For the past six years I have struggled as these feelings ebb and flow depending on the circumstance. One might think that time would have allowed me to figure them out, that I might have discovered the key for coming to grips with this reality, but that hasn’t been the case. Fatherhood, it seems, is not that easy.
Regardless of how often I’m told that I’ll always be their ‘real’ father or recognize the rights I have under the law as their biological father I have never been able to completely erase the idea of being the odd-man-out. My kids get a traditional family one weekend and a modern family the next, like actors playing dual roles.
Therapy and faith have helped to put many of these emotions somewhat into perspective, reminding me when they surface that:
- My kids don’t belong to me like a car or a home. They’re only under my care for a short time and will be gone before I realize it.
- There is nothing that I nor anyone else can do. There are some things out of my control.

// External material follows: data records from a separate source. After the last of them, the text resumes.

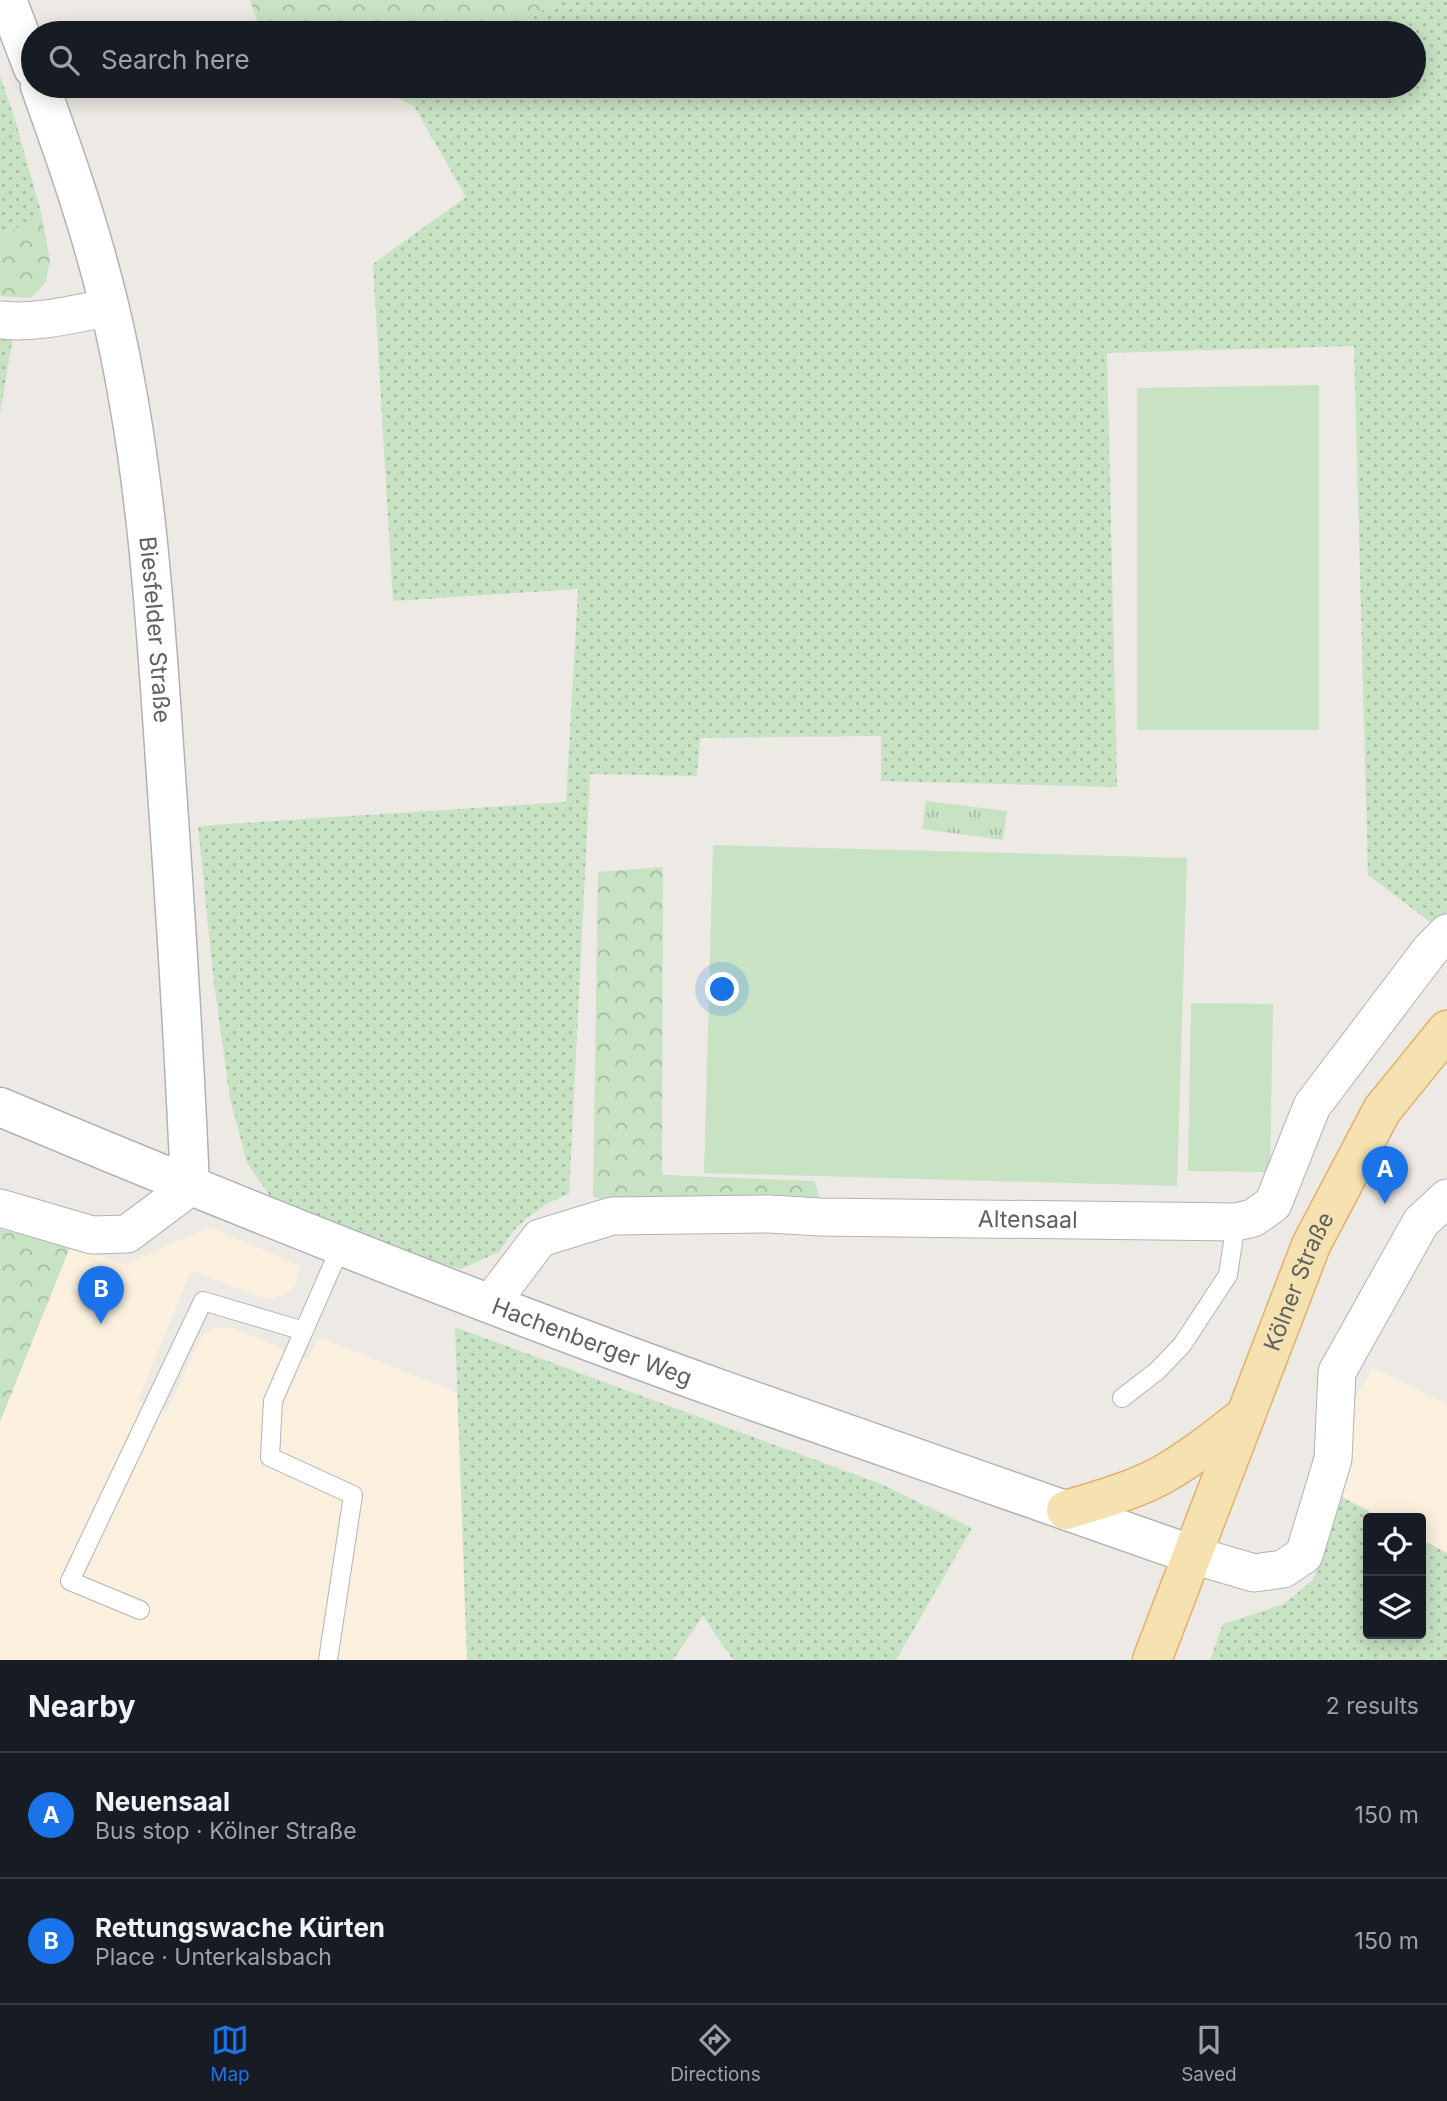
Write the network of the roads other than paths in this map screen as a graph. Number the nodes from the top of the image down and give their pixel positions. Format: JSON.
{"nodes":[{"id":1,"x":7,"y":0,"type":"edge"},
{"id":2,"x":21,"y":37,"type":"edge"},
{"id":3,"x":44,"y":98,"type":"edge"},
{"id":4,"x":110,"y":307,"type":"junction"},
{"id":5,"x":0,"y":320,"type":"edge"},
{"id":6,"x":1447,"y":933,"type":"edge"},
{"id":7,"x":1447,"y":1030,"type":"edge"},
{"id":8,"x":0,"y":1107,"type":"edge"},
{"id":9,"x":190,"y":1186,"type":"junction"},
{"id":10,"x":1447,"y":1198,"type":"edge"},
{"id":11,"x":0,"y":1208,"type":"edge"},
{"id":12,"x":1236,"y":1222,"type":"junction"},
{"id":13,"x":341,"y":1246,"type":"junction"},
{"id":14,"x":490,"y":1304,"type":"junction"},
{"id":15,"x":304,"y":1331,"type":"junction"},
{"id":16,"x":1122,"y":1398,"type":"dead end"},
{"id":17,"x":1246,"y":1415,"type":"junction"},
{"id":18,"x":1066,"y":1510,"type":"junction"},
{"id":19,"x":1193,"y":1555,"type":"junction"},
{"id":20,"x":140,"y":1610,"type":"dead end"},
{"id":21,"x":328,"y":1660,"type":"edge"},
{"id":22,"x":1152,"y":1660,"type":"edge"}],
"edges":[{"from":1,"to":2,"type":"street"},
{"from":3,"to":4,"type":"street","name":"Biesfelder Straße"},
{"from":4,"to":5,"type":"street"},
{"from":4,"to":9,"type":"street","name":"Biesfelder Straße"},
{"from":6,"to":12,"type":"street","name":"Altensaal"},
{"from":7,"to":17,"type":"main road","name":"Kölner Straße"},
{"from":8,"to":9,"type":"street","name":"Hachenberger Weg"},
{"from":9,"to":11,"type":"street"},
{"from":9,"to":13,"type":"street","name":"Hachenberger Weg"},
{"from":10,"to":19,"type":"street"},
{"from":12,"to":14,"type":"street","name":"Altensaal"},
{"from":12,"to":16,"type":"lane"},
{"from":13,"to":14,"type":"street","name":"Hachenberger Weg"},
{"from":13,"to":15,"type":"lane"},
{"from":14,"to":18,"type":"street","name":"Hachenberger Weg"},
{"from":15,"to":20,"type":"lane"},
{"from":15,"to":21,"type":"lane"},
{"from":17,"to":18,"type":"main road"},
{"from":17,"to":19,"type":"main road","name":"Kölner Straße"},
{"from":18,"to":19,"type":"street","name":"Hachenberger Weg"},
{"from":19,"to":22,"type":"main road","name":"Kölner Straße"}]}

- My identity is not tied to my children. Being a father is arguably the most important part I play but it is only one part that is far from the whole.
- This should be motivation to be the greatest influence in their lives that I can be.
All the evidence shows that the Trainer loves my kids very much and I know they feel the same about him. He enjoys coaching Bubba’s sports teams which I have let him take the lead one because he is better at it. He does a great deal for them and I know I could be much less fortunate, there are far too many headlines about step-fathers who do everything but love their step-children. The Jap could have gotten involved with an abusive, alcoholic, drug addict or a man who wants to over step his fatherly bounds – fortunately she married neither.
It would be easy to resent that my kids will buy Father’s Day gifts for another man or that they will be thankful for his fatherly influence in their lives. But I’m mature enough to understand how this hurts only me and my kids as I selfishly try to powder my own ego. It’s pointless and helps no one. Today’s father doesn’t have to fit a ready-made mold nor must they be a Ward Cleaver. The current role of father is so much more than sharing a last name or the same eyes, it’s about the love and attention a man gives to a child and I should feel blessed for that instead of intimidated.
So it is with that and the understanding that my children love their step-dad and need the influence that he has on their lives that I am able to wish him a Happy Father’s Day.